The Arizona Court of Appeals, Division One, is based in Phoenix. Division One is an intermediate state court of appeals created about 50 years ago. Over time, the number of appeals to Division One has increased substantially. As a result, the court has grown from the original three judges to 16 judges, and now typically resolves from 2,500 to 3,000 appeals each year.

Division One hears appeals from eight counties in Arizona, and the geographic area the court serves is larger than about 35 states. Division One is bordered by Mexico, California, Nevada, Utah, and New Mexico on the east. Division One hears appeals from the Maricopa County Superior Court, one of the busiest state trial courts in the country with approximately 160 judicial officers in the fourth-largest county, by population, in the United States. Division One also hears appeals from the La Paz County Superior Court, which has one judge in a county where approximately 20,000 people live.

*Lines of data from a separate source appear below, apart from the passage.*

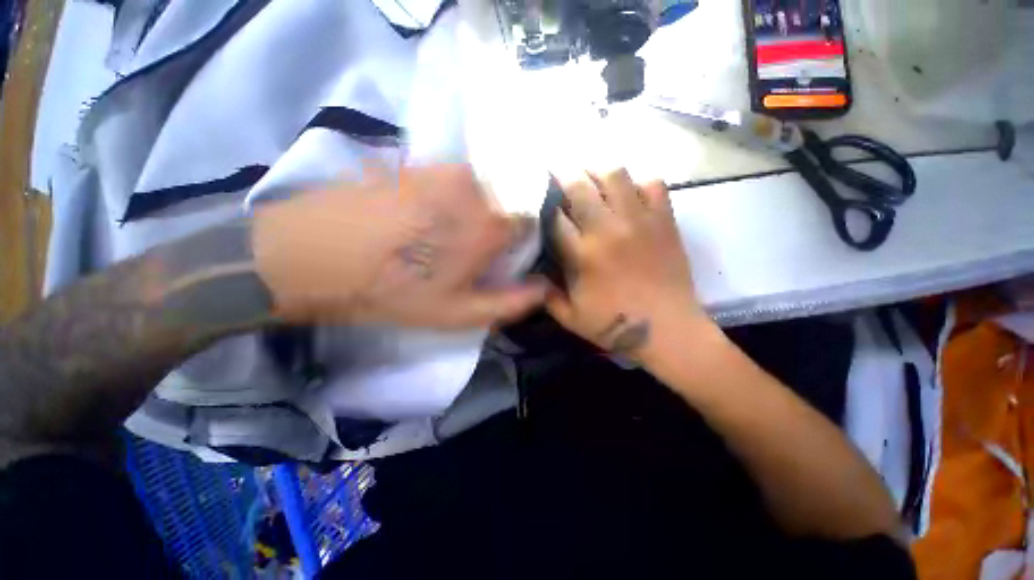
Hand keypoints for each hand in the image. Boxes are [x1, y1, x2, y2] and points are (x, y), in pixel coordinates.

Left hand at [253, 164, 545, 328]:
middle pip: (512, 199)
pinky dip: (457, 194)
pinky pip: (457, 177)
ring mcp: (445, 169)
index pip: (534, 219)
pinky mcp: (418, 164)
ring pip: (485, 186)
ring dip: (480, 207)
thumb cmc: (392, 291)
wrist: (312, 255)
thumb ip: (510, 303)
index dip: (526, 238)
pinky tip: (430, 215)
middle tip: (479, 248)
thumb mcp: (458, 313)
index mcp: (491, 224)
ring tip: (452, 232)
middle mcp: (477, 188)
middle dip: (505, 222)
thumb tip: (546, 289)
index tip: (510, 254)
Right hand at [546, 168, 707, 354]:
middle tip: (559, 174)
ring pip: (615, 175)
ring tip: (591, 178)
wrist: (668, 328)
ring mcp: (639, 221)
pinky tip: (629, 193)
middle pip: (580, 186)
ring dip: (598, 172)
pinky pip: (653, 184)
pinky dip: (638, 183)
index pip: (554, 216)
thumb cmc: (615, 325)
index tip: (540, 199)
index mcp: (582, 255)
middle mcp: (608, 230)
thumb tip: (533, 275)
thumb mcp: (570, 317)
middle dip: (564, 175)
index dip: (544, 204)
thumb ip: (547, 295)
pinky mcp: (664, 221)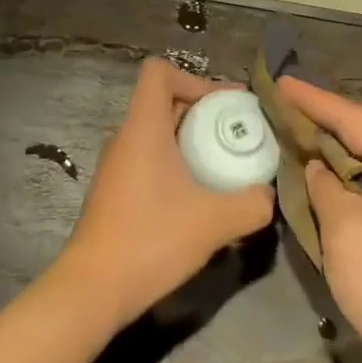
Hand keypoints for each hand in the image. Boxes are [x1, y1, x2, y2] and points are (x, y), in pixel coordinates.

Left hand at [55, 59, 273, 327]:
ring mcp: (116, 166)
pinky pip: (149, 160)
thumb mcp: (214, 222)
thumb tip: (269, 196)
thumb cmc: (150, 240)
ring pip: (157, 134)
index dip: (195, 79)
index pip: (158, 72)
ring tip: (224, 167)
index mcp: (142, 126)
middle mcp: (125, 137)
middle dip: (204, 112)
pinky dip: (176, 166)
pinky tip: (199, 200)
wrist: (92, 290)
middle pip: (164, 101)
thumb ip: (251, 204)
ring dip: (191, 142)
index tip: (225, 107)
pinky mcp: (115, 192)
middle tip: (238, 135)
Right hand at [279, 76, 361, 362]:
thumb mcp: (347, 234)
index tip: (277, 81)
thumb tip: (317, 168)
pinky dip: (346, 184)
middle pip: (361, 136)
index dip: (311, 100)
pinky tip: (322, 187)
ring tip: (291, 141)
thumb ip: (325, 189)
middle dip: (319, 124)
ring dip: (331, 155)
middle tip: (276, 111)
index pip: (350, 116)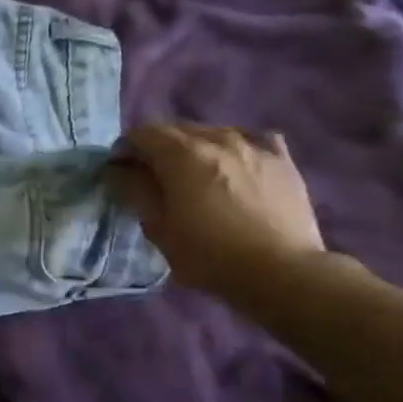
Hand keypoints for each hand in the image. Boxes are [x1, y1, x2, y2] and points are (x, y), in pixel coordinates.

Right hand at [110, 122, 325, 304]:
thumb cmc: (209, 254)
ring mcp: (254, 146)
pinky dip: (237, 147)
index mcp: (181, 154)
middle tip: (153, 175)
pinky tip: (236, 165)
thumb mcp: (158, 228)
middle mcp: (217, 138)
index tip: (121, 172)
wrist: (282, 272)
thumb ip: (135, 191)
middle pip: (176, 128)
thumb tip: (120, 170)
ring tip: (194, 174)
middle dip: (158, 146)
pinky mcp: (283, 160)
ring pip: (213, 132)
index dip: (125, 149)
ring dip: (195, 146)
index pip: (141, 133)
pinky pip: (253, 139)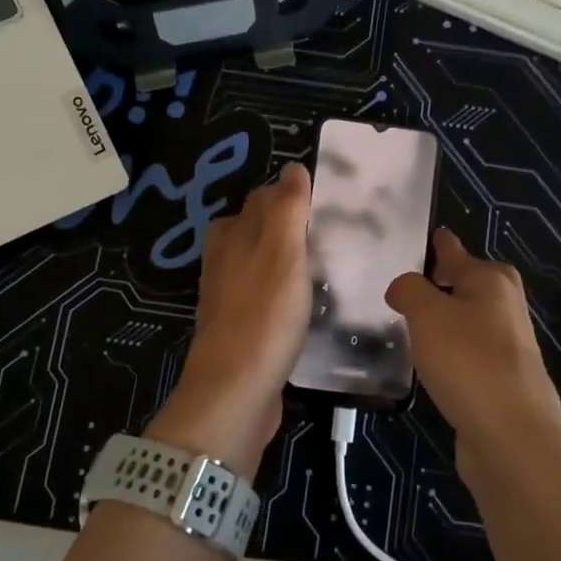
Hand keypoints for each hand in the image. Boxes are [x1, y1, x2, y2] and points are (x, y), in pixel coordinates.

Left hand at [149, 162, 312, 471]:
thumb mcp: (281, 252)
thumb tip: (293, 167)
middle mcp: (225, 262)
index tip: (329, 201)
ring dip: (287, 259)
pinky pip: (265, 297)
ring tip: (327, 263)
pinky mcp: (241, 330)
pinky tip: (308, 303)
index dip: (292, 194)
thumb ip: (287, 209)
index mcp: (231, 236)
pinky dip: (285, 291)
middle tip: (335, 230)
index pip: (262, 199)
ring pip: (260, 264)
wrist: (235, 393)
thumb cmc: (262, 315)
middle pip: (257, 230)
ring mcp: (230, 298)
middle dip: (289, 224)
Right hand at [385, 229, 560, 482]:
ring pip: (467, 320)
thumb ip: (410, 290)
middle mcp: (505, 306)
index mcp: (491, 280)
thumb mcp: (428, 314)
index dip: (437, 243)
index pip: (455, 251)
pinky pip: (467, 352)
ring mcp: (507, 345)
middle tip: (402, 288)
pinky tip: (429, 363)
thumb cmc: (468, 361)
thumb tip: (403, 287)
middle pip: (466, 284)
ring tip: (407, 324)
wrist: (512, 436)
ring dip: (442, 321)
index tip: (423, 236)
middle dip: (439, 284)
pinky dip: (449, 352)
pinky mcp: (502, 379)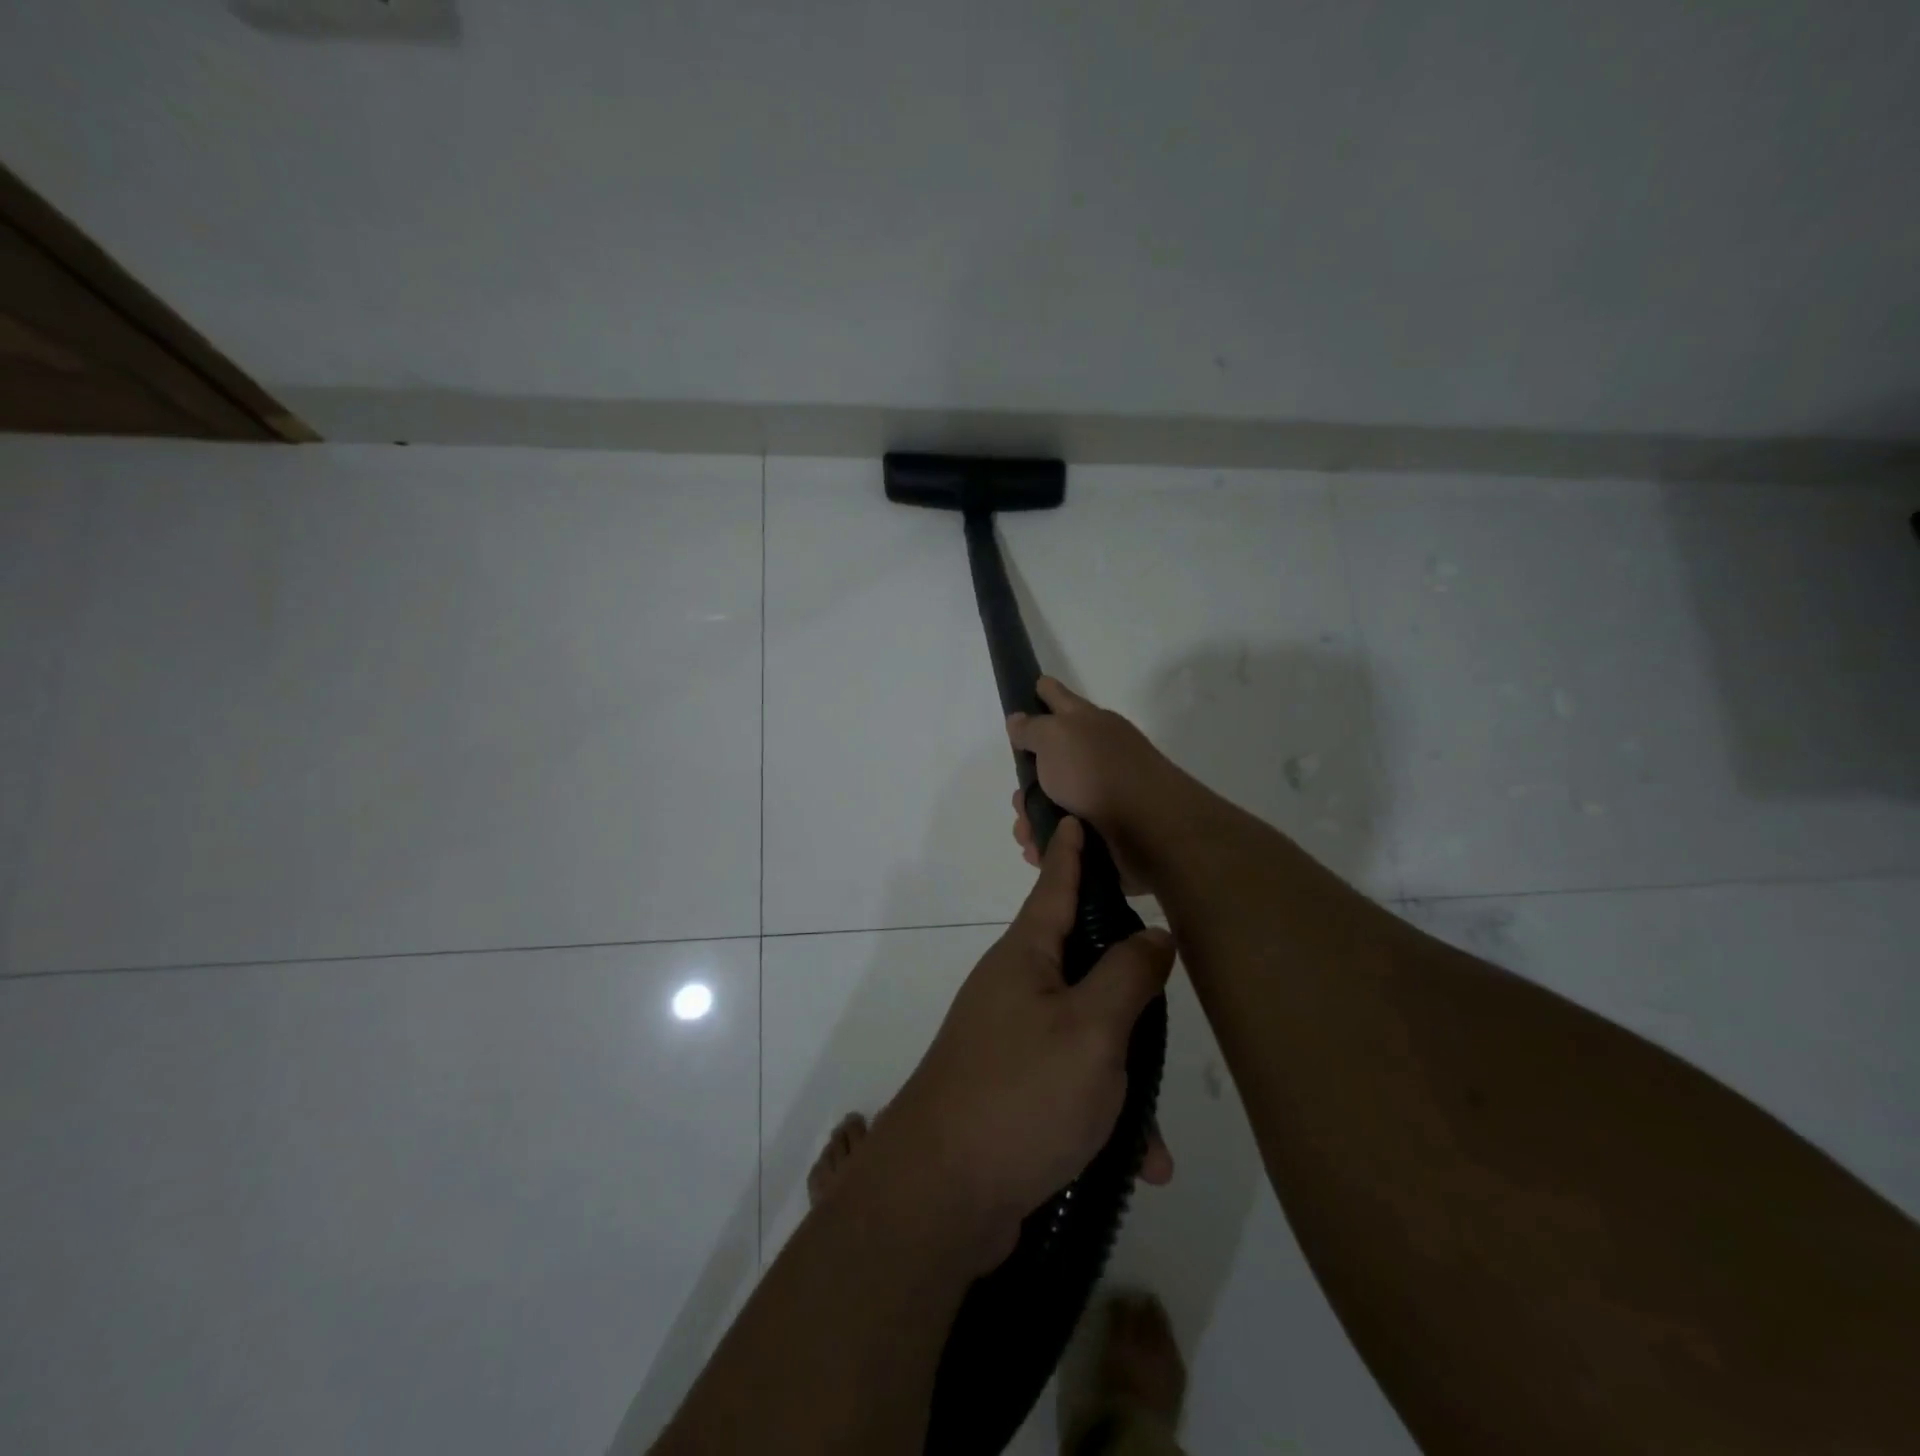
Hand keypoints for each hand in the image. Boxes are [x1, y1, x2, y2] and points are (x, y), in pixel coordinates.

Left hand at [874, 819, 1175, 1271]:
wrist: (939, 1196)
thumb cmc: (1020, 1095)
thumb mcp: (1091, 1030)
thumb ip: (1127, 975)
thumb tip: (1153, 933)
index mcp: (1025, 957)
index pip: (1054, 886)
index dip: (1070, 853)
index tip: (1074, 817)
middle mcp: (1013, 989)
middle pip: (1081, 963)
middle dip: (1126, 987)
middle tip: (1161, 997)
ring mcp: (1008, 1041)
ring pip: (1086, 1035)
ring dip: (1123, 1078)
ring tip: (1151, 1136)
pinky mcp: (1012, 1090)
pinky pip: (1072, 1085)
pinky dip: (1104, 1117)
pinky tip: (1136, 1163)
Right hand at [1007, 677, 1178, 895]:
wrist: (1148, 829)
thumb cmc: (1097, 772)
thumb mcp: (1056, 737)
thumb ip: (1032, 729)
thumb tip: (1018, 719)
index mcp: (1087, 723)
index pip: (1059, 698)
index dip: (1044, 691)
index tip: (1034, 686)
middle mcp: (1095, 754)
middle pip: (1048, 759)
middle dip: (1025, 782)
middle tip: (1019, 800)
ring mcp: (1100, 793)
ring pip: (1051, 801)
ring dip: (1031, 818)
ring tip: (1027, 834)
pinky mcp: (1102, 830)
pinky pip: (1063, 833)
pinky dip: (1048, 842)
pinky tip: (1037, 851)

Division One is a court of general jurisdiction, hearing appeals from civil, criminal, family, juvenile, probate, state and local tax, and mental health matters from the Superior Court; appeals from administrative decisions (including challenges to workers’ compensation and unemployment decisions), as well as certain appeals from limited-jurisdiction courts, such as justice and municipal courts. Division One also considers challenges to interlocutory orders in what Arizona calls special actions, variously referred to as writs of certiorari, mandamus, prohibition, and otherwise in other jurisdictions. The geographic coverage of Division One is enormous; the communities it serves are amazingly diverse in many different respects and the cases involve a wide variety of divergent legal issues.

Division One sits in panels of three judges, typically holding conferences and hearing oral argument once a week. Typically, judges on Division One have two law clerks and a judicial assistant, who serves as office manager, scheduler, traffic cop, and a whole bunch of other things. The court also has a staff attorneys’ office, which helps in researching and drafting in some cases, does jurisdictional screening, helps with motions filed on appeal, and works on various other aspects of appeals and court matters. The clerk of court’s office processes appeals, as well as the court’s decisions, and provides numerous other services, including technology support.

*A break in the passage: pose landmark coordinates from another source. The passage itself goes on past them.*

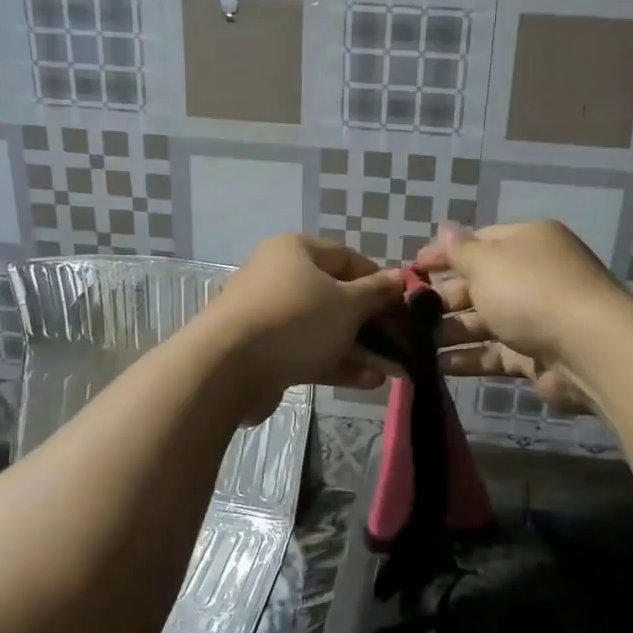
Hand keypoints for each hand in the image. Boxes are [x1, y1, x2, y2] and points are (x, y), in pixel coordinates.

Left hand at [200, 234, 405, 419]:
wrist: (227, 367)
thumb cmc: (295, 320)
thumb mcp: (347, 304)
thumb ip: (377, 292)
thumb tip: (401, 277)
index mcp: (297, 250)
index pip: (349, 258)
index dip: (380, 281)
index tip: (405, 306)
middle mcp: (281, 276)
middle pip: (337, 296)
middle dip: (374, 323)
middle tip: (404, 344)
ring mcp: (270, 315)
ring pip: (325, 328)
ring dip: (361, 348)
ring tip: (395, 370)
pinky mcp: (265, 350)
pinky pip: (309, 351)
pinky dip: (338, 363)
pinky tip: (370, 381)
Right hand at [413, 221, 631, 414]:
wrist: (587, 349)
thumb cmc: (530, 291)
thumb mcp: (487, 262)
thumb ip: (459, 250)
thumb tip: (443, 227)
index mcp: (527, 241)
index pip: (478, 242)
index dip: (443, 255)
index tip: (411, 271)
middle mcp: (533, 275)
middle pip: (479, 283)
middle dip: (443, 297)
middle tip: (406, 314)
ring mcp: (535, 316)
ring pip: (483, 321)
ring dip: (449, 330)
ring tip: (411, 343)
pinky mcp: (535, 354)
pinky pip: (493, 353)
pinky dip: (467, 358)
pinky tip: (435, 366)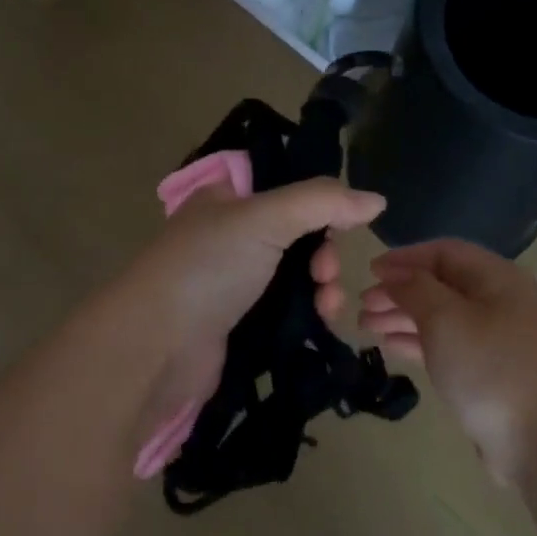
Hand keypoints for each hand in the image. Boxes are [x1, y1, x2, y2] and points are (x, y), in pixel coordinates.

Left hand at [122, 178, 384, 445]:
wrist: (159, 345)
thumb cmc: (208, 268)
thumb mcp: (264, 218)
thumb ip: (322, 202)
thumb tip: (377, 201)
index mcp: (227, 199)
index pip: (287, 190)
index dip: (320, 206)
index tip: (339, 226)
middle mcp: (229, 236)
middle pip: (298, 235)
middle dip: (324, 254)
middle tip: (324, 274)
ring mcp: (233, 282)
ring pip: (297, 276)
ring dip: (323, 287)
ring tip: (327, 307)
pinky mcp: (239, 322)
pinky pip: (287, 309)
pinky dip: (309, 313)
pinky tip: (321, 323)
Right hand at [359, 239, 536, 483]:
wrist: (534, 439)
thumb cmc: (487, 368)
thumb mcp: (445, 319)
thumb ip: (415, 289)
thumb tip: (395, 274)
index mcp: (497, 278)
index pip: (444, 252)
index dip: (404, 258)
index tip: (368, 271)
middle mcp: (499, 301)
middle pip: (441, 284)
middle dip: (399, 290)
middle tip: (361, 304)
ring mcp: (495, 337)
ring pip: (440, 315)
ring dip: (402, 316)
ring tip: (365, 326)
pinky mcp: (487, 368)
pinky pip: (446, 343)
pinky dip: (416, 340)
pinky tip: (389, 345)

A party dissatisfied with a Division One decision can seek review by the Arizona Supreme Court, which is the final word on issues of Arizona law. But such review is discretionary and the Arizona Supreme Court accepts review in less than 2 percent of Division One decisions. So, in most cases, Division One decisions are the final word.

With this background, let’s turn to November 29, 2016.

My November 29, 2016

Phoenix has a temperate climate, and I’m a man of a certain age who sits behind a desk much of the day. So, along with eating a better diet than I used to, I also try to exercise daily. My “old man” exercise is walking and listening to podcasts early in the morning. Most days, I get up at about 5:30 a.m. and walk a mile and a half to and from a coffee shop, where I get a good cup of coffee. Along the way, I listen to podcasts, typically things like “Freakonomics,” “Planet Money,” or “Stuff You Should Know.” Oftentimes, I get my coffee and go. But sometimes, I sit for a few minutes with a few regulars I’ve gotten to know, including one individual who had a very bad court experience and is not afraid to share. Sometimes what he has to say is hard to hear, but it is good for me to know, in a plain way, that my smile isn’t brighter, or my jokes funnier, simply because I am a judge.

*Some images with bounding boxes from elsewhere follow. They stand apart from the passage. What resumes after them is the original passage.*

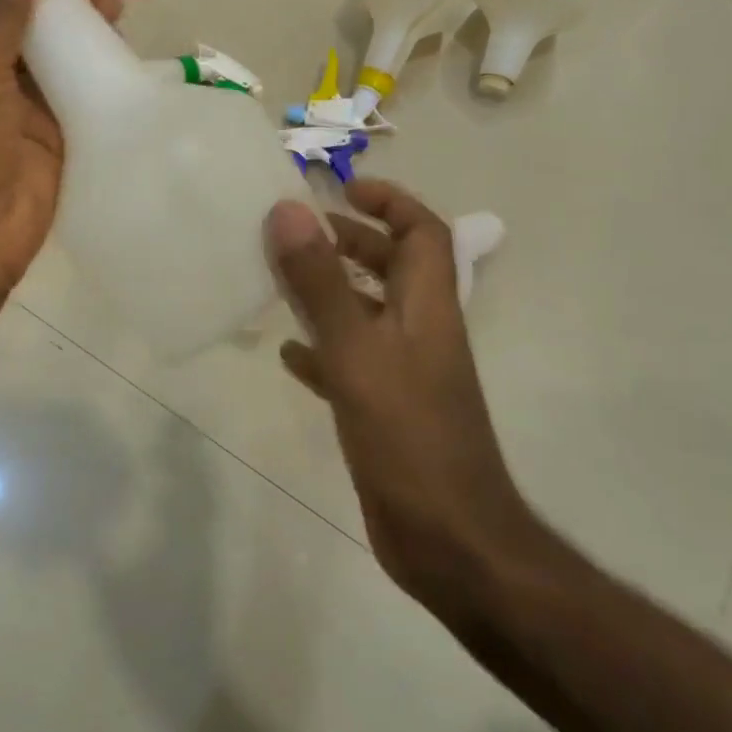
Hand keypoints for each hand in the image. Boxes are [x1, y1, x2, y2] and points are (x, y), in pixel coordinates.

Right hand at [266, 180, 542, 603]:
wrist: (450, 543)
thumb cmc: (409, 438)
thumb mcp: (358, 352)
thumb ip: (322, 282)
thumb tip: (289, 209)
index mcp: (427, 308)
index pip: (423, 232)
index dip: (389, 201)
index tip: (343, 188)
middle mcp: (420, 333)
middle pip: (393, 268)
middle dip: (351, 241)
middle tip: (299, 232)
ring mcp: (404, 374)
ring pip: (367, 313)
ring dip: (330, 291)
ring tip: (281, 280)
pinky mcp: (385, 410)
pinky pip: (350, 361)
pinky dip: (321, 348)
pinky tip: (288, 355)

Back at home, I try to spend some time reading the Wall Street Journal and may grab another cup of coffee and then get ready for work. I’m a sports fan, and so my 20-minute drive to chambers often involves listening to “The Dan Patrick Show” or “Mike and Mike” on the way.

I try to arrive at chambers well before 8:00 a.m., and hopefully closer to 7:00 a.m. I begin my day by reviewing email I received overnight. I have learned that the time before court opens and after court closes (e.g., before 8:00 a.m. and after 5:00 p.m.) often is the most productive for me, so I try to make sure I use that time effectively. Compared to my five years as a trial judge, Division One is very, very quiet. That is wonderful, as I find that getting big “gulps” of time to read, research, think, and write is essential for what I do as an appellate judge. And for me, early and late in the day, and on weekends, are the best opportunities to get those big gulps of time.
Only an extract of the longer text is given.